_TRY IT:_ Scan the listing below. Report each line that includes "nodes".

_DATA PROVIDED:_
/---

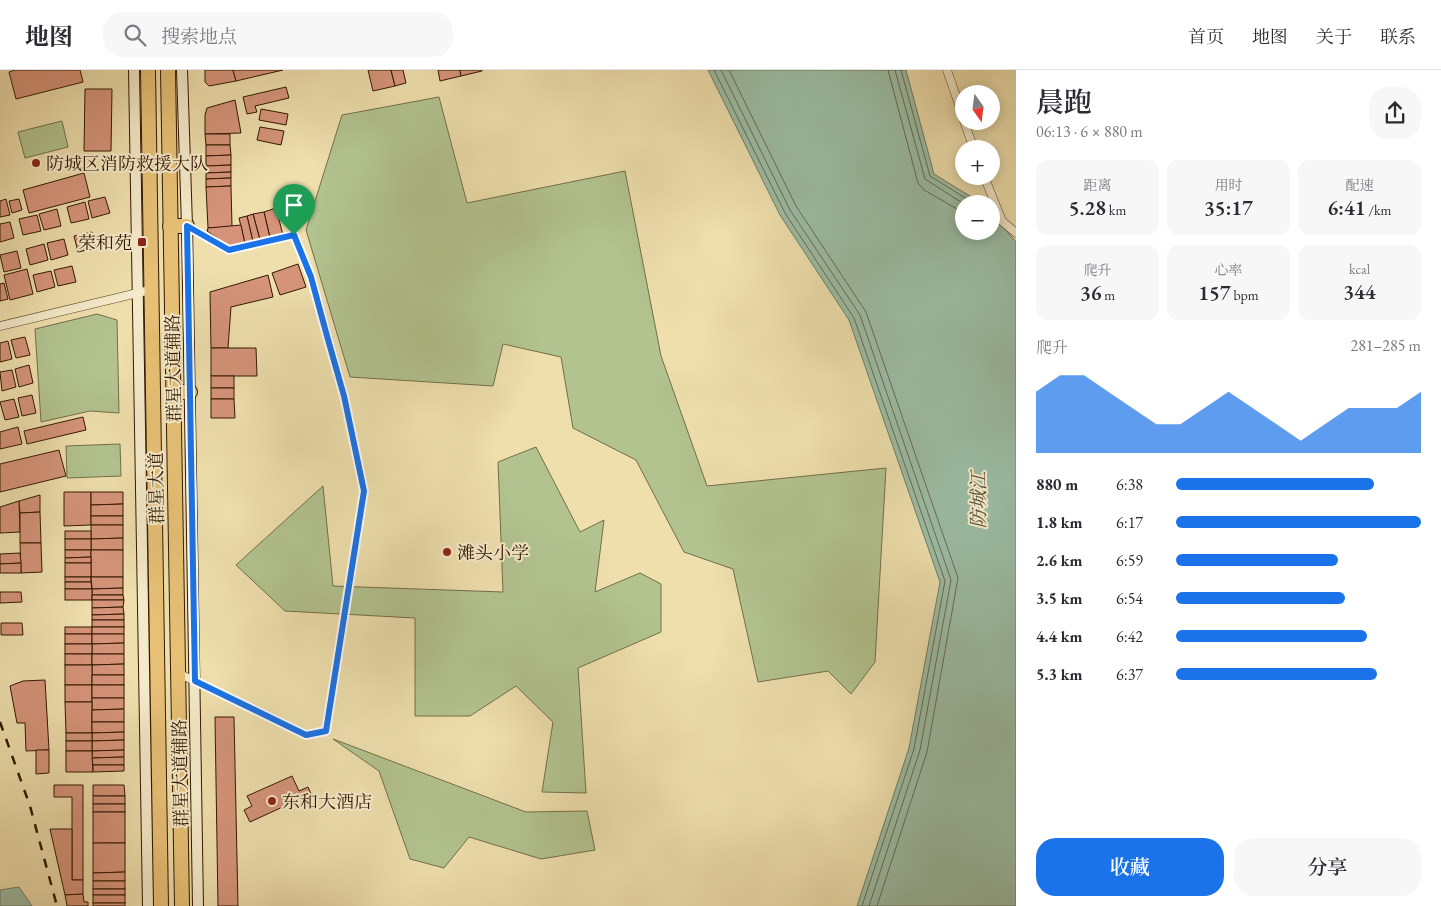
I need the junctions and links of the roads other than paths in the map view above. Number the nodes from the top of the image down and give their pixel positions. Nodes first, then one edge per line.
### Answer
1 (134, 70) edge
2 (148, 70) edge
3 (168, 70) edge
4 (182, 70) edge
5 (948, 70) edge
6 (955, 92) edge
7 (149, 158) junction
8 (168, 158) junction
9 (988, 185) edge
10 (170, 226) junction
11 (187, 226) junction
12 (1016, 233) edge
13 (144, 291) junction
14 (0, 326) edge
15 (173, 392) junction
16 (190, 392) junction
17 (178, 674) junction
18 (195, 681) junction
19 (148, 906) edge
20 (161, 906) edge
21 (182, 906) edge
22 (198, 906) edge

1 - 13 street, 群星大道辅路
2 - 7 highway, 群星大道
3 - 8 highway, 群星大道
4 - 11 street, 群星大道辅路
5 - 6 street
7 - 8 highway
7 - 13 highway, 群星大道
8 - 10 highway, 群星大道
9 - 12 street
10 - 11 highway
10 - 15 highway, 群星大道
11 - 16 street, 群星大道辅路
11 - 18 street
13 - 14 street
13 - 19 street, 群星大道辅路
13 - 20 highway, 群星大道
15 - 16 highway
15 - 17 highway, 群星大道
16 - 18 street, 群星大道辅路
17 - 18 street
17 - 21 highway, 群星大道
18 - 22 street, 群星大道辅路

\---
/---

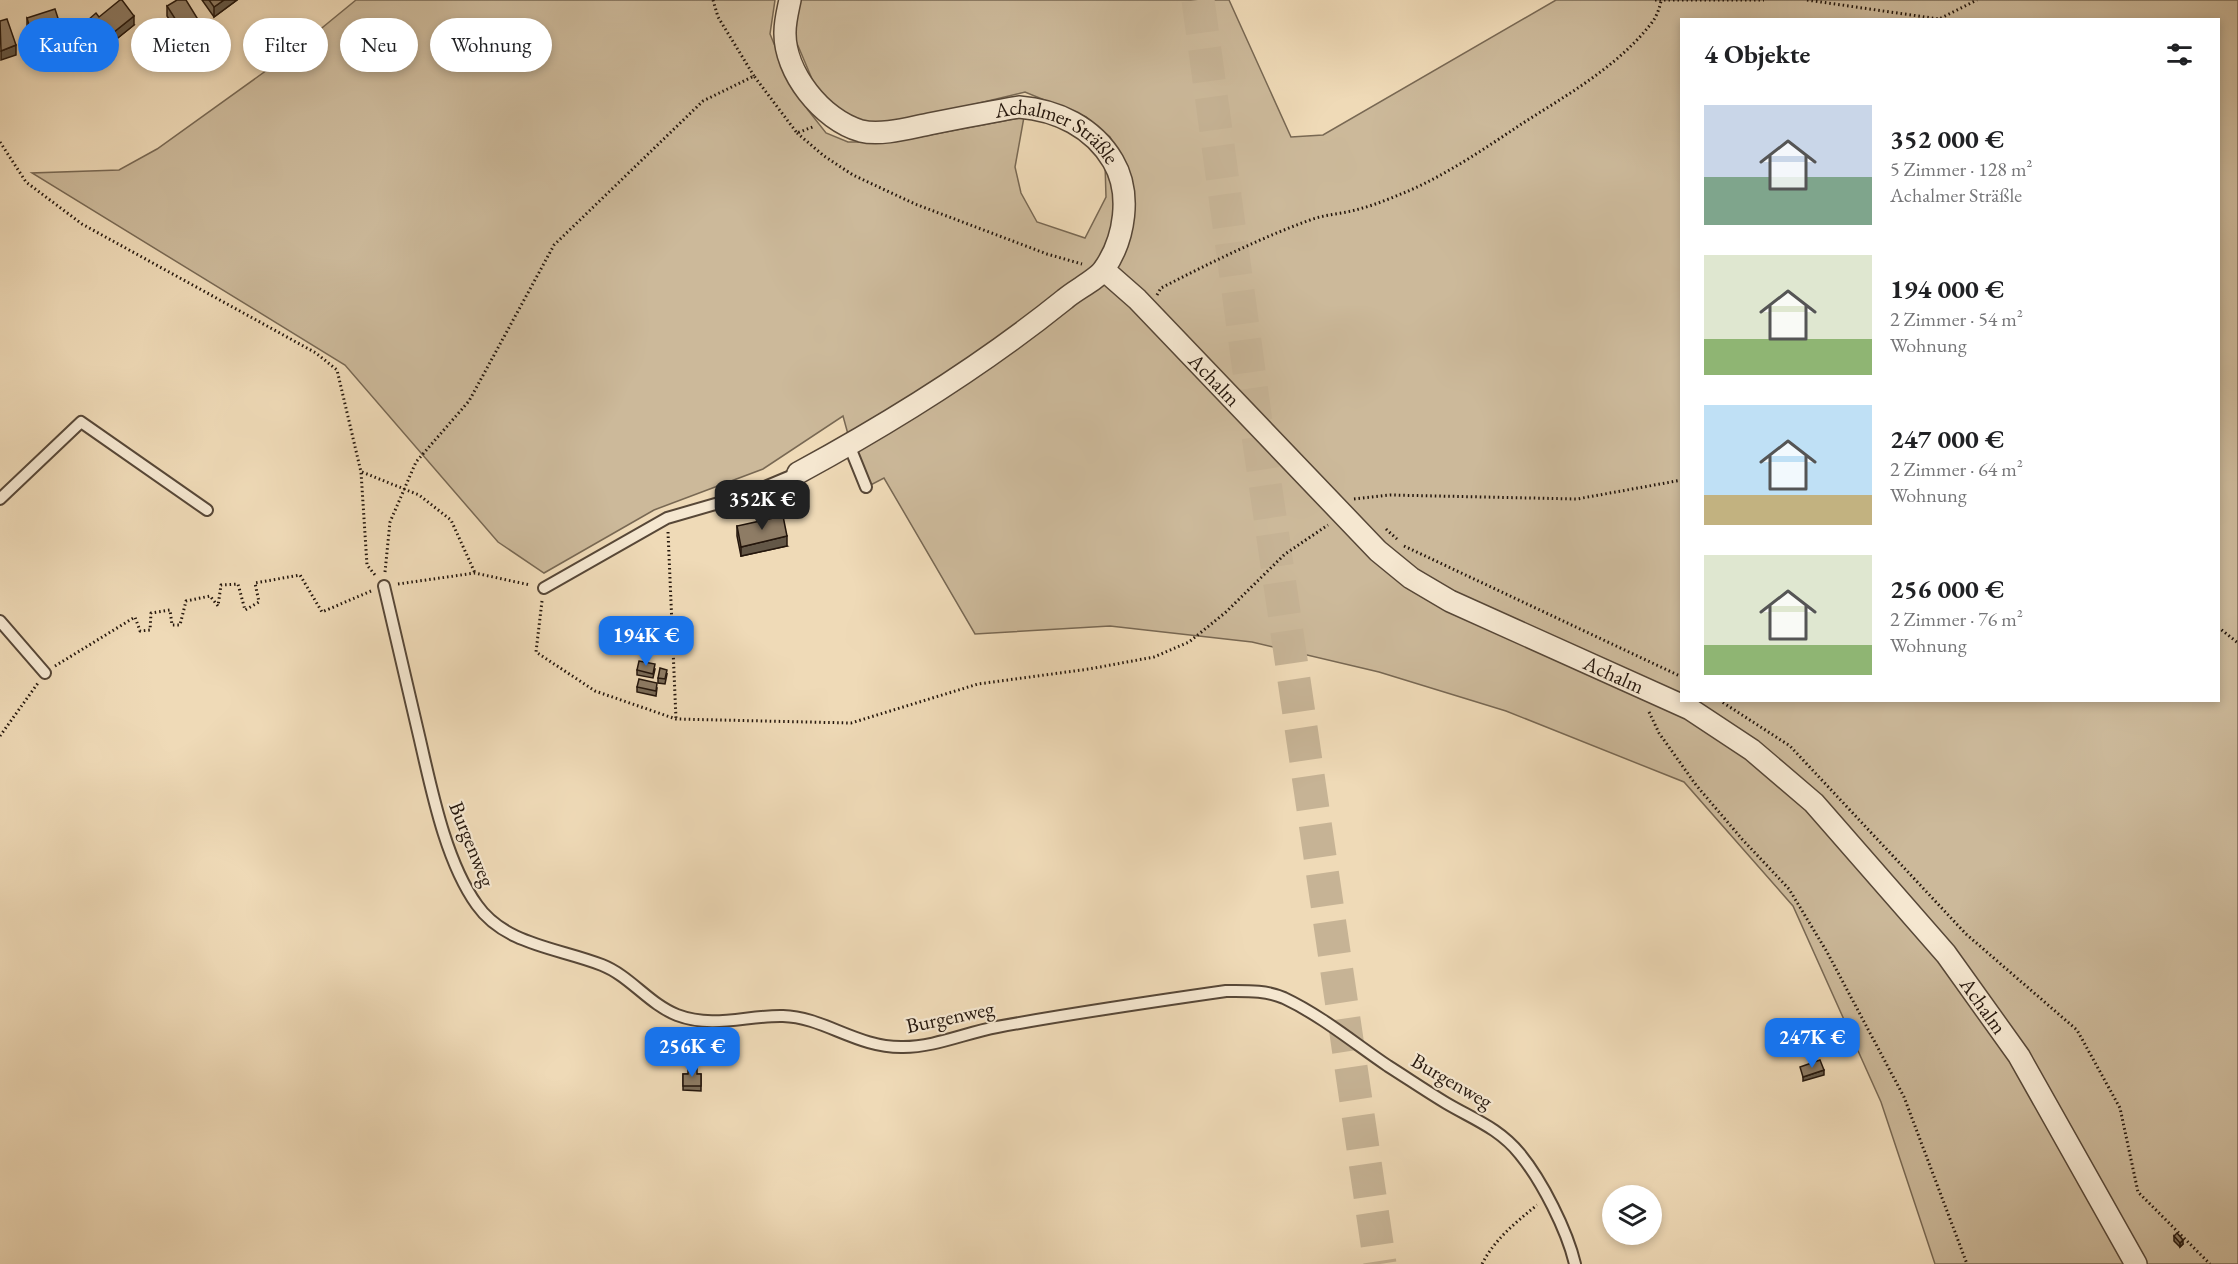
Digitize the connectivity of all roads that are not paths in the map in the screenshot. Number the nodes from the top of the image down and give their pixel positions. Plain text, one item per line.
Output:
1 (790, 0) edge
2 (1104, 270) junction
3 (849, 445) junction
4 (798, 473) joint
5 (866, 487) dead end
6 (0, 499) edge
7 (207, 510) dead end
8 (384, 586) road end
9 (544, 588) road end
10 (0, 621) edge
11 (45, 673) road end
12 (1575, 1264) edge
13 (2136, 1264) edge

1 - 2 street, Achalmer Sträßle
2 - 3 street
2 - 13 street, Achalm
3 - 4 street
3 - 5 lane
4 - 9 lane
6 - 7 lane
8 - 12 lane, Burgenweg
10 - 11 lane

\---
/---

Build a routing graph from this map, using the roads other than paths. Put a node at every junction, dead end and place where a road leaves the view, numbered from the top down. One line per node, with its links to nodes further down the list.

\---

_TASK RESPONSE:_
I need the junctions and links of the roads other than paths in the map view above. Number the nodes from the top of the image down and give their pixel positions. Nodes first, then one edge per line.
Digitize the connectivity of all roads that are not paths in the map in the screenshot. Number the nodes from the top of the image down and give their pixel positions. Plain text, one item per line.
Build a routing graph from this map, using the roads other than paths. Put a node at every junction, dead end and place where a road leaves the view, numbered from the top down. One line per node, with its links to nodes further down the list.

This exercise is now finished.